Abstract
242533
Introduction: The state-of-the-art clinical PET/CT scanners are designed to optimize the diagnostic accuracy and clinical throughput of whole-body FDG imaging for cancer detection and treatment monitoring. While many organ-specific PET systems have been proposed to enhance the system sensitivity and resolution, they are not designed to image patients who are immobilized or in intensive care. With an increasing number of novel radio-theranostics becoming available each year, there are demands for versatile and accessible molecular imaging tools prompting us to the development of the Point-of-Care (POC) PET technology to support interactive scanning, and provide real-time visualization. This study focuses on the development of a POC-PET system and integrating ultrasound (US) to augment its utility for POC diagnostics.
Methods: Our prototype POC-PET system comprises a robotic arm (Kuka KR 10 R1100 sixx), a rotation stage and 8 PET detector modules (2 front panels controlled by the robotic arm and 6 rear panels fixed on the rotation stage) all mounted on a trolley (Fig. 1A). Each detector (Fig. 1B) contains 2 LSO (Lutetium Oxyorthosilicate) arrays (each with 8x8 elements of 3x3x10mm crystal each), 2 MPPC (Multi-Pixel Photon Counter) arrays (each with 8x8 elements of 3x3mm sensing area), and front-end-electronics (PETsys TOFPET2 ASIC). An optional US transducer can be sandwiched between the 2 front PET detectors to form a PET/US probe (Fig. 1A) for simultaneous PET/US imaging. The benefit of using a robotic arm is the freedom with the positions of the PET/US probe (both in terms of physical location and number of positions). The POC-PET system acquires data in list mode; sorts coincidence events containing crystal ID, timing, and energy information; and reconstructs PET images using a GPU-based list-mode MLEM (Maximal-Likelihood Expectation-Maximization) reconstruction framework.
To evaluate the imaging capability, we scanned a tumor phantom (Fig. 1C Right) containing 6 groups of spherical lesions of different diameters (ranging from 3.3 - 11.4mm) following the Derenzo patterns, with a tumor-to-background activity concentration ratio of 20:1. Reference PET/CT images were acquired using a Siemens Biograph Vision PET/CT.

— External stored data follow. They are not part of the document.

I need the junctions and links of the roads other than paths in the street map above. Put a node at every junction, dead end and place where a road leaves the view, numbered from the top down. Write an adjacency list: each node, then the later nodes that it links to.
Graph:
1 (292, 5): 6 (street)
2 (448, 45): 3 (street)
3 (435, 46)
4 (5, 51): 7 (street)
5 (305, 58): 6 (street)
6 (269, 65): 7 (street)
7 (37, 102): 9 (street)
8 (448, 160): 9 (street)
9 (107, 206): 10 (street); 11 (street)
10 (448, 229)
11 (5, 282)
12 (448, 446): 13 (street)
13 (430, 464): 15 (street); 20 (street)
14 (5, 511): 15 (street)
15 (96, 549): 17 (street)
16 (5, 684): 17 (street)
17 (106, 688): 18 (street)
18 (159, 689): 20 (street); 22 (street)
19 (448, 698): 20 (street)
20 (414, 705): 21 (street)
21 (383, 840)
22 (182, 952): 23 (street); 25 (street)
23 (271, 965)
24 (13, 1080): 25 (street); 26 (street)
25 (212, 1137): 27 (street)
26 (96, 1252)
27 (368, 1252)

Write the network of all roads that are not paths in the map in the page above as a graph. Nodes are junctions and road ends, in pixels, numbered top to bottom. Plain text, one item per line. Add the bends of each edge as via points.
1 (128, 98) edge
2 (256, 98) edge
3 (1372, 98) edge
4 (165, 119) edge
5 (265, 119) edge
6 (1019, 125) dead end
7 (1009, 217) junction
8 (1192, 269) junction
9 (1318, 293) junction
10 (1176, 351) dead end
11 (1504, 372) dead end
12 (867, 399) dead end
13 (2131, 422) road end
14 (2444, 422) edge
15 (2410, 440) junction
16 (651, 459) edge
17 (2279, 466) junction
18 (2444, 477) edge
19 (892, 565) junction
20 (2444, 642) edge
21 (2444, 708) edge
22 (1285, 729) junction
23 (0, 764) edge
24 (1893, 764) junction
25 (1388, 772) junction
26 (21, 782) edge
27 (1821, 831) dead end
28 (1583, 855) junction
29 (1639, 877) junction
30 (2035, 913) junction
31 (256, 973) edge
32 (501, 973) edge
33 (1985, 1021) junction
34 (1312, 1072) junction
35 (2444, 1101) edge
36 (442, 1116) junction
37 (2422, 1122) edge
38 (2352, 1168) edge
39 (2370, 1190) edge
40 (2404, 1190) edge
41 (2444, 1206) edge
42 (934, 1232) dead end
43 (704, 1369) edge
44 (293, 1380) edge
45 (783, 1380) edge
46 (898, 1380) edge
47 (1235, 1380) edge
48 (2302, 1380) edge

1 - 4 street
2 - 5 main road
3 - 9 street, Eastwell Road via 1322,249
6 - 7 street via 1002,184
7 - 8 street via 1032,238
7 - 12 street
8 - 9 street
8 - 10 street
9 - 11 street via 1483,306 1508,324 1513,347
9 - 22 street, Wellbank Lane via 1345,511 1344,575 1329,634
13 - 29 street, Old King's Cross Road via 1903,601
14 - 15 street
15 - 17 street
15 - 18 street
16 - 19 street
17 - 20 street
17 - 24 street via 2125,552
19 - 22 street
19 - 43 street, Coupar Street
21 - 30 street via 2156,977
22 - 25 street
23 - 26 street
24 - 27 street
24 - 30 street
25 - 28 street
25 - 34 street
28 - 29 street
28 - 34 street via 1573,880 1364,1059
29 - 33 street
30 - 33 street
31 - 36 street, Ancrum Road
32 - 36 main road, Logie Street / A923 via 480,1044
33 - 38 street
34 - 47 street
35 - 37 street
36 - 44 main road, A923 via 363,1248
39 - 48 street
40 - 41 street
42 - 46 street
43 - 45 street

We also imaged a silicone phantom containing 64Cu solution using the POC-PET/US probe (Fig. 1D) and the Biograph Vision to compare the PET/US images with the reference PET/CT.
Results: Fig. 1C Row #1 shows the 6 positions of the front and rear PET detector panels when imaging a phantom. The cumulated list-mode data was reconstructed using the cumulated sensitivity images (Fig. 1C Row #2) to obtain the PET images in Fig. 1C Row #3. The PET images improve progressively as more data is acquired. With the visual feedback, an operator may opt to halt the acquisition after the first 3-4 angles when the image quality starts to approach that of a clinical PET/CT image (Fig. 1C Right Column).
Similarly, the PET and US images from our prototype provide structural and molecular images similar to those from a clinical PET/CT scanner (Fig. 1D).
Conclusions: The proposed POC-PET technology and the integration with US represent a paradigm shift in dual-modal imaging technology that offers complementary diagnostic information at the patient's bedside. Combining the flexibility of a robotic arm with high-performance PET detectors, we have demonstrated the feasibility of high-quality PET and US images at bedside, achieving image resolution comparable to clinical PET/CT scanners. In the future, we aim to augment the system with real-time image reconstruction and fusion with US to enable interactive PET/US imaging.